Dec 25, 2013

Feliz Navidad 2013

Parents and children at our preschool Christmas party.

We wish everyone a most blessed Christmas and a happy New Year.

Friday, November 29, 2013, was the date of our Christmas party for the preschool children and their parents. The preschool Christmas celebration was early this year because of important nationwide elections scheduled for December 8. All schools were closed the week before December 8. The children sang “Din, din, din”, a traditional Venezuelan Christmas carol that they had practiced for their parents. It tells of Joseph and Mary preparing to leave on their journey to Bethlehem.

Youth from La Caramuca and Barinas
The elections also were the reason we celebrated the second Sunday of Advent the Saturday before December 8.After the service there were special activities involving young people from La Caramuca and Corpus Christi Lutheran Church in Barinas.

On Dec. 8, municipal elections were held across Venezuela. The ruling United Socialist Party of Venezuela claimed more votes overall than its opposition, but the opposition won key mayoral seats in Venezuela's population centers, including Caracas, Maracaibo, Valencia and Barquisimeto (Venezuela's four largest cities) as well as San Cristobal, Maturin and Barinas.
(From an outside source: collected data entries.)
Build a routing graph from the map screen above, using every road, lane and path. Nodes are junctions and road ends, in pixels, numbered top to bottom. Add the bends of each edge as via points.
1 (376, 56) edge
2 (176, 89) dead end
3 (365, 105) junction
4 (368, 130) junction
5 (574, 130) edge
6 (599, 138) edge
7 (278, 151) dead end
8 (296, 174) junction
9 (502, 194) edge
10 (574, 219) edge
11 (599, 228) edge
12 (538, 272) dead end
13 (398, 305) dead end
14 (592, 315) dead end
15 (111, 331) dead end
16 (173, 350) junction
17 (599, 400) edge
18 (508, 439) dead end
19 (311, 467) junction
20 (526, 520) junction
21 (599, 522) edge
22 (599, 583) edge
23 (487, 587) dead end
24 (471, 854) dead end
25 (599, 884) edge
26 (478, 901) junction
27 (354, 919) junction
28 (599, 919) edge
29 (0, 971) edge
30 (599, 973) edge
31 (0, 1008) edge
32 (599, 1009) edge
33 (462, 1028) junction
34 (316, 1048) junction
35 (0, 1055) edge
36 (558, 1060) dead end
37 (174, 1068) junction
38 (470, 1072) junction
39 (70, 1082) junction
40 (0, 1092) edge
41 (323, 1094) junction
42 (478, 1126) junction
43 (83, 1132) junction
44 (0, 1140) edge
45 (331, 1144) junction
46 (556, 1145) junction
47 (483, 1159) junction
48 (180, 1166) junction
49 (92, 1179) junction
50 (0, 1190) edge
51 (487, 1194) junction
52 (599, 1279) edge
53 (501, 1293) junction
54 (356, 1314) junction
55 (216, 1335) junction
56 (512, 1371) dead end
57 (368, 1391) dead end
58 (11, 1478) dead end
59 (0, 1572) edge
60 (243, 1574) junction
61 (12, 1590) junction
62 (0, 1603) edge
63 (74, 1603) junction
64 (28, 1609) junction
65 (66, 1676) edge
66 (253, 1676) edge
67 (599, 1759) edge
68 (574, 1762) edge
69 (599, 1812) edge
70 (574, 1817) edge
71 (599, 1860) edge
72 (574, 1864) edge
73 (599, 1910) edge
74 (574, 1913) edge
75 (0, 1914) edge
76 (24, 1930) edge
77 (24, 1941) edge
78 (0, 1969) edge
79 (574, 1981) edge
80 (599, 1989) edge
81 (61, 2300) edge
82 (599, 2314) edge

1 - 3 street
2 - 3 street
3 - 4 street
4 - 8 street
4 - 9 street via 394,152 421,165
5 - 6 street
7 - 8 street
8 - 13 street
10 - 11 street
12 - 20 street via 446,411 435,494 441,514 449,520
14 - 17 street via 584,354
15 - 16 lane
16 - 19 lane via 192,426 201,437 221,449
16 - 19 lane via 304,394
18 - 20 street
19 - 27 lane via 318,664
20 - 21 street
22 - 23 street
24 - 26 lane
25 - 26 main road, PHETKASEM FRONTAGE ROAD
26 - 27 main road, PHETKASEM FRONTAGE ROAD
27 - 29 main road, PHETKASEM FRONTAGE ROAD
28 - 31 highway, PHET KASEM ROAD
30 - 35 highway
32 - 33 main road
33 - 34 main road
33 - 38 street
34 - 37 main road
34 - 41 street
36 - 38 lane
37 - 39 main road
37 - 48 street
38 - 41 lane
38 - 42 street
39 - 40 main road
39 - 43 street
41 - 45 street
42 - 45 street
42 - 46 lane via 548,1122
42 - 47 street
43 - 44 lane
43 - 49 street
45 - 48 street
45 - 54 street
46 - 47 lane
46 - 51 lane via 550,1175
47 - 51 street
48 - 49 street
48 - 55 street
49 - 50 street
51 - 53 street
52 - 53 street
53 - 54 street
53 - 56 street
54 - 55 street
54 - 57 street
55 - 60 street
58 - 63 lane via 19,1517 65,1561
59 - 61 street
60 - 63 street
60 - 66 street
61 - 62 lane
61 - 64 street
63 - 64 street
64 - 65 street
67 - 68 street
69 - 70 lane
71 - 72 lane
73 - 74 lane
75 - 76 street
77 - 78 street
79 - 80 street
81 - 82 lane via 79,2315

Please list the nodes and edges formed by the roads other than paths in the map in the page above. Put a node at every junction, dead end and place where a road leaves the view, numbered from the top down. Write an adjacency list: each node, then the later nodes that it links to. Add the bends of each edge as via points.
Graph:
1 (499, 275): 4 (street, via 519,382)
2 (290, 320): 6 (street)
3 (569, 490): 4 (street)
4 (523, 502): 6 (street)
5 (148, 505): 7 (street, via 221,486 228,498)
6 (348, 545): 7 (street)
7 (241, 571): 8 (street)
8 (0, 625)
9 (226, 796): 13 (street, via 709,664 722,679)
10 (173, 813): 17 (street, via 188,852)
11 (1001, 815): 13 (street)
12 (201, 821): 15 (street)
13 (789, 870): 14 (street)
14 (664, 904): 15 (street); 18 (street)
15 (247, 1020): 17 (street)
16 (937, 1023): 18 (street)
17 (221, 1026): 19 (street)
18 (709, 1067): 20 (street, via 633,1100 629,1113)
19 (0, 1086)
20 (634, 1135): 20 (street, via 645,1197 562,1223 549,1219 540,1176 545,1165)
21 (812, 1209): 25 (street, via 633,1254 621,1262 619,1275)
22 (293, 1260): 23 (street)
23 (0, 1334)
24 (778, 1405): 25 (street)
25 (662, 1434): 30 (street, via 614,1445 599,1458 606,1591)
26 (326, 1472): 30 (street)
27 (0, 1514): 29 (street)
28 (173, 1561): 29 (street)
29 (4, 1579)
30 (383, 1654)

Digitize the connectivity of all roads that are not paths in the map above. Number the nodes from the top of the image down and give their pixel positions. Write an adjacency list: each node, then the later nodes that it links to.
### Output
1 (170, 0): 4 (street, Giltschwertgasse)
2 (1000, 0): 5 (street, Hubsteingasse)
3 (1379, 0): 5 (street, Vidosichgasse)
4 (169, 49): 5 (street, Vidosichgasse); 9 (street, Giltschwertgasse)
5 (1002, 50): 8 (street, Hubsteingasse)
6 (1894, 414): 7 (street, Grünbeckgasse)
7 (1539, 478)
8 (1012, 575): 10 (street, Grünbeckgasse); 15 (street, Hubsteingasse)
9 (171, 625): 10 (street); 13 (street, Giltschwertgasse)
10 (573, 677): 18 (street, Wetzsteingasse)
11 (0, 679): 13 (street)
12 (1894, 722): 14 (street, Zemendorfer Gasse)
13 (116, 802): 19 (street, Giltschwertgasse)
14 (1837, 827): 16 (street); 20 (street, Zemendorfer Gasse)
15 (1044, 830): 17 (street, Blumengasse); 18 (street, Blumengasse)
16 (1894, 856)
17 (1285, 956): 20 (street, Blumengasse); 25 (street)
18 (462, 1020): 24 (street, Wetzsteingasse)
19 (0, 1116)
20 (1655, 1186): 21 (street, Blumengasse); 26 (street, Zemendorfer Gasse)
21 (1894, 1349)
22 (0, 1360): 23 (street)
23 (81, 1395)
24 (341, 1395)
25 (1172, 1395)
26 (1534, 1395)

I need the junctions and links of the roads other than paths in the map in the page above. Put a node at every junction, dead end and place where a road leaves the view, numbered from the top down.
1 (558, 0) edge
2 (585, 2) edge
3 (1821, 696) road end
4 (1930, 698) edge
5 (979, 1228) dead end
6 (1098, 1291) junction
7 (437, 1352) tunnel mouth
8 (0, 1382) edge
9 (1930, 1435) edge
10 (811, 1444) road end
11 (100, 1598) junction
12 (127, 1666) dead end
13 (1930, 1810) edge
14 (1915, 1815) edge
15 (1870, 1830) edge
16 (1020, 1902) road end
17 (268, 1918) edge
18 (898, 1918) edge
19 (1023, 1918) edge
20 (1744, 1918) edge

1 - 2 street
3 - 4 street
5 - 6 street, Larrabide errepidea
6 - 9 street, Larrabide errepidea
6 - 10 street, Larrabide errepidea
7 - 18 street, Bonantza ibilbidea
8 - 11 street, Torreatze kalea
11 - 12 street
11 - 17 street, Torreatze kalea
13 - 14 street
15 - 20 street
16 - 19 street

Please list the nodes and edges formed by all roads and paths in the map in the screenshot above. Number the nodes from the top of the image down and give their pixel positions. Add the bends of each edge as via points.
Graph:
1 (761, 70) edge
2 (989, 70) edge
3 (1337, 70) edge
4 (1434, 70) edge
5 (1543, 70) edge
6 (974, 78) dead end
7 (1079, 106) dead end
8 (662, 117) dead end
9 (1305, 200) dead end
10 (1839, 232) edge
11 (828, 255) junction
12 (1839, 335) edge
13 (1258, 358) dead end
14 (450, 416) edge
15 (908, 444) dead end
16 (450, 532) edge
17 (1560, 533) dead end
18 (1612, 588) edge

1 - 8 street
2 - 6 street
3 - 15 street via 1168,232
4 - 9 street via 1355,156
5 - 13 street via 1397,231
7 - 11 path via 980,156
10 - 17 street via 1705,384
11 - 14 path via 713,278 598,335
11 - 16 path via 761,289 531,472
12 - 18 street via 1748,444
Hospitalized children receive gifts.Luz Maria, Elias, Karelis and Yepci
On Thursday, Dec. 19, Luz Maria, her daughter, Yepci Santana, and grandchildren, Karelis Santana and Elias Montoya, delivered a box of toys, cookies, clothing and shoes to children hospitalized for the duration of the Christmas holidays at Dr. Luis Razetti General Hospital in Barinas. The clothing and shoes are because these children often are brought in from the surrounding countryside and hospitalized before their families can bring them additional clothes. The gifts were gathered from the people of La Caramuca and Corpus Christi Lutheran Church.

We celebrated Christmas Eve with a vespers service in which we sang villancicas, or Spanish Christmas carols. On Sunday morning, Dec. 29, we will have our Divine Service in honor of Christ's birth. As always, we struggle with a cultural tendency, even among otherwise faithful church-goers, to treat the Christmas and Easter holidays simply as time off to travel to the beach or the mountains.

Luz Maria had gone to town to look for recordings of villancicas to play for the preschool children. However, she had difficulty finding any such CDs. Many people that she talked to were unaware of Venezuela's rich tradition of Christmas music and tried to offer her recordings of “musica cristiana”, the Spanish equivalent of what's called “contemporary Christian music” in the United States. As in North America, this amounts to pop music marketed as “Christian” without sound doctrinal content.

The heritage of Venezuelan villancicas or aguinaldos (another word for Christmas carol) stems from the Misa de Aguinaldos, a special mass celebrated throughout December at four or five in the morning, featuring the singing of these songs. In times gone by, the Misa de Aguinaldos often was preceded by the patinata, a communitywide roller-skating party in the town square with food, beverages and fireworks. Much of this traditional holiday observance has disappeared, or is in the process of diappearing. Our intent is not to conserve cultural tradition for its own sake, but to use the best of that tradition to proclaim the Gospel of Jesus Christ.